● **What you have to do**: Copy the records out again in full, keeping them identical.

____

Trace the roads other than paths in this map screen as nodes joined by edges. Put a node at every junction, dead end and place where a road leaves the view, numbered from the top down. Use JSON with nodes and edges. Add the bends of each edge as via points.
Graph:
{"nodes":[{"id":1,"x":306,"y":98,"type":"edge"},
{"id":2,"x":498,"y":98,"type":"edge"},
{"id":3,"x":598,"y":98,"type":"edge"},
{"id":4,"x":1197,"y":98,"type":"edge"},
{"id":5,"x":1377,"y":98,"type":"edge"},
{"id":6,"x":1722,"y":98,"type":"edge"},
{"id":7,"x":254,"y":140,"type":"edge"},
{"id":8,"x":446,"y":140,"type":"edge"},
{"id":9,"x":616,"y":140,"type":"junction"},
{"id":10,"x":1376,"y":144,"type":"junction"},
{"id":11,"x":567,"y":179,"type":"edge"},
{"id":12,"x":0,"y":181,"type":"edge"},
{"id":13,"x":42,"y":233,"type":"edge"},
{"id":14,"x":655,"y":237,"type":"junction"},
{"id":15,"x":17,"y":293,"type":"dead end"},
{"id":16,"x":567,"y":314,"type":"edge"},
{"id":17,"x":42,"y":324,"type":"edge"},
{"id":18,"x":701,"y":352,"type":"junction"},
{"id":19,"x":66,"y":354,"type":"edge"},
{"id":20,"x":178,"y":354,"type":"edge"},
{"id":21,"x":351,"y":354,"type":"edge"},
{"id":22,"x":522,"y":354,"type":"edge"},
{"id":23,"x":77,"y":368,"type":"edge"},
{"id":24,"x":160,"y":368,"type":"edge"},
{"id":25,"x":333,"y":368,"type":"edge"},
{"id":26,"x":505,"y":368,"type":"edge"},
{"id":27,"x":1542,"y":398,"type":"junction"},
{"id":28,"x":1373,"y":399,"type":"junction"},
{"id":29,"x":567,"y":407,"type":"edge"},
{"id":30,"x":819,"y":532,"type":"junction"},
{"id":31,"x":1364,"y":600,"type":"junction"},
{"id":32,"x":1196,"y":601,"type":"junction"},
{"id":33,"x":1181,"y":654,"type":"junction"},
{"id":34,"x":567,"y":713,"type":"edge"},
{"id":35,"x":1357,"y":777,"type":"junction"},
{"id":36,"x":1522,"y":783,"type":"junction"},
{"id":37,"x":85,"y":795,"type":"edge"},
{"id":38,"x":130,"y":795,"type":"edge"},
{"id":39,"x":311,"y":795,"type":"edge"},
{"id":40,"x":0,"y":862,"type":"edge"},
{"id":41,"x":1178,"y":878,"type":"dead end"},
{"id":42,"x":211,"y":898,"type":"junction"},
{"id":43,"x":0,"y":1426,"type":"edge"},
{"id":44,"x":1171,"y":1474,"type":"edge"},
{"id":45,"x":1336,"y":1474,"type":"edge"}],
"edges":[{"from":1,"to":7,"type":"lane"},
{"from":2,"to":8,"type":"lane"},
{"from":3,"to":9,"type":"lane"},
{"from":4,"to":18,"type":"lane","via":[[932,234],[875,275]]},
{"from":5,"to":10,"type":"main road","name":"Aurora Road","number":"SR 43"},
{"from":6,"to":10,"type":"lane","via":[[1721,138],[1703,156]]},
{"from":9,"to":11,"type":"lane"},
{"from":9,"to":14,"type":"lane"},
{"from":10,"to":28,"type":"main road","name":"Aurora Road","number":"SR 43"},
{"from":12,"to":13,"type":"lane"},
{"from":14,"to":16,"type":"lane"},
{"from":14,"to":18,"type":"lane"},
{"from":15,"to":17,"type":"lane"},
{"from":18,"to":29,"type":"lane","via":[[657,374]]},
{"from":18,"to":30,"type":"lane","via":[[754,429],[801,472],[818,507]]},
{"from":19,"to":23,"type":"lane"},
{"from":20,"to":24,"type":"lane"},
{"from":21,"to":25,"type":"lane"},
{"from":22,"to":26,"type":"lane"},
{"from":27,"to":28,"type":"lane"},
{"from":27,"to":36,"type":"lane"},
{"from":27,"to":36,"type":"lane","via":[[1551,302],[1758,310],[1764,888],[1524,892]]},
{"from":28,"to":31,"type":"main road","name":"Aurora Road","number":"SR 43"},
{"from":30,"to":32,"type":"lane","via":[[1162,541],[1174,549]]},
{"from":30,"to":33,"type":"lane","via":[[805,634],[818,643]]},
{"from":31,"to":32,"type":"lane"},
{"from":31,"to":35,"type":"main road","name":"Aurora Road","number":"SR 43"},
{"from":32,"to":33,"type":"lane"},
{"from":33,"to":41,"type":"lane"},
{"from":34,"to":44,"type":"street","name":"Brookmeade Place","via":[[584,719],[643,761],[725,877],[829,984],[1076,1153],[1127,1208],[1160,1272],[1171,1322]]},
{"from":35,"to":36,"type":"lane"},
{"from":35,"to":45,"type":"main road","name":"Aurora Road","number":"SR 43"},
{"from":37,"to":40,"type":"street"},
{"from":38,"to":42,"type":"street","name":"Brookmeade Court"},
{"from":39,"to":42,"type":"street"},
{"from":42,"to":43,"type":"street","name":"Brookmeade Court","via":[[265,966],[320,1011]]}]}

____

● **The completed task**:
Trace the roads other than paths in this map screen as nodes joined by edges. Put a node at every junction, dead end and place where a road leaves the view, numbered from the top down. Use JSON with nodes and edges. Add the bends of each edge as via points.
Graph:
{"nodes":[{"id":1,"x":306,"y":98,"type":"edge"},
{"id":2,"x":498,"y":98,"type":"edge"},
{"id":3,"x":598,"y":98,"type":"edge"},
{"id":4,"x":1197,"y":98,"type":"edge"},
{"id":5,"x":1377,"y":98,"type":"edge"},
{"id":6,"x":1722,"y":98,"type":"edge"},
{"id":7,"x":254,"y":140,"type":"edge"},
{"id":8,"x":446,"y":140,"type":"edge"},
{"id":9,"x":616,"y":140,"type":"junction"},
{"id":10,"x":1376,"y":144,"type":"junction"},
{"id":11,"x":567,"y":179,"type":"edge"},
{"id":12,"x":0,"y":181,"type":"edge"},
{"id":13,"x":42,"y":233,"type":"edge"},
{"id":14,"x":655,"y":237,"type":"junction"},
{"id":15,"x":17,"y":293,"type":"dead end"},
{"id":16,"x":567,"y":314,"type":"edge"},
{"id":17,"x":42,"y":324,"type":"edge"},
{"id":18,"x":701,"y":352,"type":"junction"},
{"id":19,"x":66,"y":354,"type":"edge"},
{"id":20,"x":178,"y":354,"type":"edge"},
{"id":21,"x":351,"y":354,"type":"edge"},
{"id":22,"x":522,"y":354,"type":"edge"},
{"id":23,"x":77,"y":368,"type":"edge"},
{"id":24,"x":160,"y":368,"type":"edge"},
{"id":25,"x":333,"y":368,"type":"edge"},
{"id":26,"x":505,"y":368,"type":"edge"},
{"id":27,"x":1542,"y":398,"type":"junction"},
{"id":28,"x":1373,"y":399,"type":"junction"},
{"id":29,"x":567,"y":407,"type":"edge"},
{"id":30,"x":819,"y":532,"type":"junction"},
{"id":31,"x":1364,"y":600,"type":"junction"},
{"id":32,"x":1196,"y":601,"type":"junction"},
{"id":33,"x":1181,"y":654,"type":"junction"},
{"id":34,"x":567,"y":713,"type":"edge"},
{"id":35,"x":1357,"y":777,"type":"junction"},
{"id":36,"x":1522,"y":783,"type":"junction"},
{"id":37,"x":85,"y":795,"type":"edge"},
{"id":38,"x":130,"y":795,"type":"edge"},
{"id":39,"x":311,"y":795,"type":"edge"},
{"id":40,"x":0,"y":862,"type":"edge"},
{"id":41,"x":1178,"y":878,"type":"dead end"},
{"id":42,"x":211,"y":898,"type":"junction"},
{"id":43,"x":0,"y":1426,"type":"edge"},
{"id":44,"x":1171,"y":1474,"type":"edge"},
{"id":45,"x":1336,"y":1474,"type":"edge"}],
"edges":[{"from":1,"to":7,"type":"lane"},
{"from":2,"to":8,"type":"lane"},
{"from":3,"to":9,"type":"lane"},
{"from":4,"to":18,"type":"lane","via":[[932,234],[875,275]]},
{"from":5,"to":10,"type":"main road","name":"Aurora Road","number":"SR 43"},
{"from":6,"to":10,"type":"lane","via":[[1721,138],[1703,156]]},
{"from":9,"to":11,"type":"lane"},
{"from":9,"to":14,"type":"lane"},
{"from":10,"to":28,"type":"main road","name":"Aurora Road","number":"SR 43"},
{"from":12,"to":13,"type":"lane"},
{"from":14,"to":16,"type":"lane"},
{"from":14,"to":18,"type":"lane"},
{"from":15,"to":17,"type":"lane"},
{"from":18,"to":29,"type":"lane","via":[[657,374]]},
{"from":18,"to":30,"type":"lane","via":[[754,429],[801,472],[818,507]]},
{"from":19,"to":23,"type":"lane"},
{"from":20,"to":24,"type":"lane"},
{"from":21,"to":25,"type":"lane"},
{"from":22,"to":26,"type":"lane"},
{"from":27,"to":28,"type":"lane"},
{"from":27,"to":36,"type":"lane"},
{"from":27,"to":36,"type":"lane","via":[[1551,302],[1758,310],[1764,888],[1524,892]]},
{"from":28,"to":31,"type":"main road","name":"Aurora Road","number":"SR 43"},
{"from":30,"to":32,"type":"lane","via":[[1162,541],[1174,549]]},
{"from":30,"to":33,"type":"lane","via":[[805,634],[818,643]]},
{"from":31,"to":32,"type":"lane"},
{"from":31,"to":35,"type":"main road","name":"Aurora Road","number":"SR 43"},
{"from":32,"to":33,"type":"lane"},
{"from":33,"to":41,"type":"lane"},
{"from":34,"to":44,"type":"street","name":"Brookmeade Place","via":[[584,719],[643,761],[725,877],[829,984],[1076,1153],[1127,1208],[1160,1272],[1171,1322]]},
{"from":35,"to":36,"type":"lane"},
{"from":35,"to":45,"type":"main road","name":"Aurora Road","number":"SR 43"},
{"from":37,"to":40,"type":"street"},
{"from":38,"to":42,"type":"street","name":"Brookmeade Court"},
{"from":39,"to":42,"type":"street"},
{"from":42,"to":43,"type":"street","name":"Brookmeade Court","via":[[265,966],[320,1011]]}]}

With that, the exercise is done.